La misura del confine, recensione

Due team di topografi, uno svizzero l’altro italiano sono chiamati a stabilire l’appartenenza di una mummia rinvenuta tra i ghiacci del Monte Rosa, dopo qualche difficoltà le due squadre capeggiate da un professore svizzero ed uno siciliano si ritrovano, corpo al seguito in un rifugio montano gestito da una giovane coppia.

Dopo aver stabilito che il corpo ritrovato è italiano si comincia a cercare di stabilirne la datazione e purtroppo per il sindaco del locale comune di Carcollo che sperava in una mummia di almeno 5.000 anni capace di dare una spinta al turismo, si scoprirà invece che il corpo non solo è molto più recente, ma che nasconde anche il segreto di un delitto irrisolto.

Il regista Andrea Papini dopo il lungometraggio d’esordio La velocità della luce si cimenta con un altro film dal taglio indipendente che vive di numerosi momenti di grazia a dimostrazione che se si è in grado di sfruttare un budget all’insegna delle ristrettezze e si ha uno script capace di sfruttare ciò che Madre Natura regala in suggestioni, si può puntare in alto e in questo perticolare caso verso vette artistiche che miscelano con eleganza e dovizia tradizione e folklore montani, un pizzico di mistery, qualche puntatina nello scientifico e un utilizzo magistrale di una colonna sonora quasi ipnotica nel suo snocciolare partiture e sonorità di pregevole fattura che amplificano in positivo il gradevole straniamento regalato da una messinscena raccolta, ma mai parca di piccoli e dettagliati contrappunti emotivi.

La misura di confine fruisce di una fortunata alchimia che sopperisce alle limitazioni di tempo e budget imposti a chi il cinema lo fa per passione vera, il cast è genuino e credibile proprio perchè non cerca personaggi, ma tratteggia persone, tutto il cast, regista compreso lavora in simbiosi con i ritmi della montagna a cui da spettatori si riesce, senza la benchè minima fatica ad adattarsi, in questo caso è l’ambientazione a cadenzare i ritmi di ripresa, montaggio e recitazione, tutto è in sincrono con ciò che Papini ci vuole narrare e con ciò che la montagna mette in mostra, senza edulcorarne un solo minuto con inutili divagazioni fini a se stesse.
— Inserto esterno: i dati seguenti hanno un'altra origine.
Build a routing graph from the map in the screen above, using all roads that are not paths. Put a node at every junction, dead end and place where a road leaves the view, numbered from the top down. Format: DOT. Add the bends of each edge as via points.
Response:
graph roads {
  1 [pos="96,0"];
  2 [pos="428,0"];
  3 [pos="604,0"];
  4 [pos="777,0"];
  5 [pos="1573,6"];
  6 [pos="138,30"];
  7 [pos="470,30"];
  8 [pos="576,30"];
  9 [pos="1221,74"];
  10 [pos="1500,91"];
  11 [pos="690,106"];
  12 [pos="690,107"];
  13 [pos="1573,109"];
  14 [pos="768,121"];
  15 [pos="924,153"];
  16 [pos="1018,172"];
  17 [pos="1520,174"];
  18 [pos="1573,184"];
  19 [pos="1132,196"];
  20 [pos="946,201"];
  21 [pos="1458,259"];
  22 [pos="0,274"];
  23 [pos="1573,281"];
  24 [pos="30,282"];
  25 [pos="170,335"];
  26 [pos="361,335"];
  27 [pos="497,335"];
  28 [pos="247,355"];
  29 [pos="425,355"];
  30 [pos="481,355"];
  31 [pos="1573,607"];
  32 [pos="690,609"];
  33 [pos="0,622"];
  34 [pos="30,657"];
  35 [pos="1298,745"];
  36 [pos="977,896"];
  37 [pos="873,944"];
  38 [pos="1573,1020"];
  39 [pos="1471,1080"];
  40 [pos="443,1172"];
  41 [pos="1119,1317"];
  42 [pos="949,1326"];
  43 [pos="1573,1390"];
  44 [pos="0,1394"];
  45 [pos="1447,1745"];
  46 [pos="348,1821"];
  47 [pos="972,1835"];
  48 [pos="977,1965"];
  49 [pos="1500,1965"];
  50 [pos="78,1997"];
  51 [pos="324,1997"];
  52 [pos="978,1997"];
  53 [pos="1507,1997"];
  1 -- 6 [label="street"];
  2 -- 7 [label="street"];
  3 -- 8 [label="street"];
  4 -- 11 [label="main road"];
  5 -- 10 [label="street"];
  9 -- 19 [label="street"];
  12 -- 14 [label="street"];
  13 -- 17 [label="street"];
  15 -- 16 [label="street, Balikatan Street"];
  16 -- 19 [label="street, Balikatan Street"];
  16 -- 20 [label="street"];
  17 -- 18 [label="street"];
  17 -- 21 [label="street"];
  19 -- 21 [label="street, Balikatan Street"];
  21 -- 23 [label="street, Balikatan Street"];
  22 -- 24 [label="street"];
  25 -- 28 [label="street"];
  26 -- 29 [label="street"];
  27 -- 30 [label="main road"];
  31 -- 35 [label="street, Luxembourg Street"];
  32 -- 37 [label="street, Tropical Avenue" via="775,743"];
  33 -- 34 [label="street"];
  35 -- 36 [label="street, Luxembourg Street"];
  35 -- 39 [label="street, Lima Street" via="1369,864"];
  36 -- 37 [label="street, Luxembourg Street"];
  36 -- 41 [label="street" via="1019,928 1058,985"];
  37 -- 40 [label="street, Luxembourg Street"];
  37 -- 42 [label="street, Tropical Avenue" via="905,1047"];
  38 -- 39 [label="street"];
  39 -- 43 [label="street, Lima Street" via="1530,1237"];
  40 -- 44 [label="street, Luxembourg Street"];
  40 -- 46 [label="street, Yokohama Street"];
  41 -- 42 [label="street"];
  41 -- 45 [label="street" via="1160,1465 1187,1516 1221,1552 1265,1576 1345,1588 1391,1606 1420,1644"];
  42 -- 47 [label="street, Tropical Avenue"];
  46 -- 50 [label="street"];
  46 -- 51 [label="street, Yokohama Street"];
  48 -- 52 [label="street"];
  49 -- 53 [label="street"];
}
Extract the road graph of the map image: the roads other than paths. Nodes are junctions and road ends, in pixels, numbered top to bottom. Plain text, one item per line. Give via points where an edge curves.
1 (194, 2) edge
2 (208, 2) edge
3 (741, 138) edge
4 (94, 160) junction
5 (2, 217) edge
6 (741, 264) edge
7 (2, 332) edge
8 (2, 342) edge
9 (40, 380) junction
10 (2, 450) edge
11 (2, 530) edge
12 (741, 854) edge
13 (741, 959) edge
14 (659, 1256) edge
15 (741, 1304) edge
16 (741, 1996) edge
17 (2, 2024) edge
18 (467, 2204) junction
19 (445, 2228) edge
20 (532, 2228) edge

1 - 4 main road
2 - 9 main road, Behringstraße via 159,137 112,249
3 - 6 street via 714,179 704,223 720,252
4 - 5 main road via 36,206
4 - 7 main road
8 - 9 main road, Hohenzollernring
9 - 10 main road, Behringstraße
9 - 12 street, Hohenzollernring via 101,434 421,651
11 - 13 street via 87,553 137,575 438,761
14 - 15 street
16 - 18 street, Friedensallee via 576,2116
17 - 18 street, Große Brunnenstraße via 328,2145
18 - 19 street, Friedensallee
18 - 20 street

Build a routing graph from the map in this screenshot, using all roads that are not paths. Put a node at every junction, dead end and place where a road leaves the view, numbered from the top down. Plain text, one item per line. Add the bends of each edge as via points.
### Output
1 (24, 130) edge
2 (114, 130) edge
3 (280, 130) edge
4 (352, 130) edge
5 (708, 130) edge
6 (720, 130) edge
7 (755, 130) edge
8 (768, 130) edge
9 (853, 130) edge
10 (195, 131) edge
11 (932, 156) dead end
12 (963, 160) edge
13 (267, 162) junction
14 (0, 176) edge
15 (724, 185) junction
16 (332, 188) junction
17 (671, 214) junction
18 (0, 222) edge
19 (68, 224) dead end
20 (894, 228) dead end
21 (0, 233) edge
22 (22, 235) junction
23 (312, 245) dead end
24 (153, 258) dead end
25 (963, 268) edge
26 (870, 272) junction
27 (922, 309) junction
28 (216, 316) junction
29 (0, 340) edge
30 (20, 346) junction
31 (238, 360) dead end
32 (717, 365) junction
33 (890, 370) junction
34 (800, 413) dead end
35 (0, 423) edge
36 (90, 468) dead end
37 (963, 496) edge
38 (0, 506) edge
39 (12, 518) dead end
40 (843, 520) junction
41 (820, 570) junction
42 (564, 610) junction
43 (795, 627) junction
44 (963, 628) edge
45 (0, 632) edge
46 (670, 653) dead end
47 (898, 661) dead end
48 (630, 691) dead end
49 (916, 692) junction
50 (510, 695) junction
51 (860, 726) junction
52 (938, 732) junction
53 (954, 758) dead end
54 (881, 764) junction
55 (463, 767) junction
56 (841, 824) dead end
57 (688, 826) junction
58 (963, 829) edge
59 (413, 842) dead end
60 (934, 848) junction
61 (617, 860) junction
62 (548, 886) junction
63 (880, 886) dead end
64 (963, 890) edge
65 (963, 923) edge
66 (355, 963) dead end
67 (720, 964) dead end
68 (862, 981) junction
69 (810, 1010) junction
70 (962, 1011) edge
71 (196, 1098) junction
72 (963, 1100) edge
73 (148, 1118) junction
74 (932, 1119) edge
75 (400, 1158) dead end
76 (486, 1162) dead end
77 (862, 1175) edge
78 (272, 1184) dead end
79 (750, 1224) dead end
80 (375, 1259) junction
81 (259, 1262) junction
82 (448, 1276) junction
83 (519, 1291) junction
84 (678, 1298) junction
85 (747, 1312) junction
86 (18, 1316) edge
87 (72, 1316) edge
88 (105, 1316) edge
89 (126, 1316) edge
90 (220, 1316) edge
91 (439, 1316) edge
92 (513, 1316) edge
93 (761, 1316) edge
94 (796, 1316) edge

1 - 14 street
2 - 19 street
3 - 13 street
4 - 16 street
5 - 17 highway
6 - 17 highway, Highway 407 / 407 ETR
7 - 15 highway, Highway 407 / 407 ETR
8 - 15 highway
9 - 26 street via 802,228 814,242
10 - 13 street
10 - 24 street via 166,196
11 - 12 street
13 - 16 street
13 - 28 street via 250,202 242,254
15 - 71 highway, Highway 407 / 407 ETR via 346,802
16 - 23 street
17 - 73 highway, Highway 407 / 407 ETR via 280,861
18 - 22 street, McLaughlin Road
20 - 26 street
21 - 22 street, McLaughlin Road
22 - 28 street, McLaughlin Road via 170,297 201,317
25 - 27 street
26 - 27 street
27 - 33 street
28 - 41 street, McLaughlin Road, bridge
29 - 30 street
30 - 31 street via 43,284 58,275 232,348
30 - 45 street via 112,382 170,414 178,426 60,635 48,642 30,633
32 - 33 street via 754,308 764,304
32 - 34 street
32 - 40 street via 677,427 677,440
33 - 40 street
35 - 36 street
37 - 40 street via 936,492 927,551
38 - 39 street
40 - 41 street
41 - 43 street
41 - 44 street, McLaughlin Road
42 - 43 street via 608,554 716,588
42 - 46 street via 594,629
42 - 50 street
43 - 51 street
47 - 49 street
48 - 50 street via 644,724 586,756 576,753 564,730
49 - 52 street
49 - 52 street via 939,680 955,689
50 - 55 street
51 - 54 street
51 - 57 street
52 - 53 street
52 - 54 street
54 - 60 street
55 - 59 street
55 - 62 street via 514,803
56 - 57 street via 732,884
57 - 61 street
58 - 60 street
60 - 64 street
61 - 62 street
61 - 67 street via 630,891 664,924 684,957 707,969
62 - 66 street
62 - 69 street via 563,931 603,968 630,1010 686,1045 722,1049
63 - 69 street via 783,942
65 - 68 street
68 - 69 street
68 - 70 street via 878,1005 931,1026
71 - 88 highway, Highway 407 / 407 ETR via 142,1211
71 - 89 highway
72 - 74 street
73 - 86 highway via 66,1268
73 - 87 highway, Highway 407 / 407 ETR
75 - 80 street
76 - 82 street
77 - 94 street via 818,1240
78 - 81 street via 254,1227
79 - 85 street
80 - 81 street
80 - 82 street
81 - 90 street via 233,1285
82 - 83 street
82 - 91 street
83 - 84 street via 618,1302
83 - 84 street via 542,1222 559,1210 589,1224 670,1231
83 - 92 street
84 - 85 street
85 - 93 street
Senza dubbio ne La misura del confine si percepisce un bisogno di approfondire e di sviscerare alcuni elementi caratteriali di personaggi e personalità che solo per una cronica mancanza di tempi produttivi finiscono per restare solo accennati, ricorrendo così ad una necessaria e fisiologica narrazione all’insegna del corale, ma questo insieme alle troppe difficoltà oggi di produrre un film indipendente di questo tenore non intaccano il valore artistico intrinseco di una pellicola capace con poco di regalare in suggestioni davvero molto.

Note di produzione: il film è stato girato in due settimane ad un’altitudine di tremila metri, nel cast Peppino Mazzotta volto noto della serie Il commissario Montalbano che aveva già lavorato con Papini nel suo lungometraggio d’esordio La velocità della luce.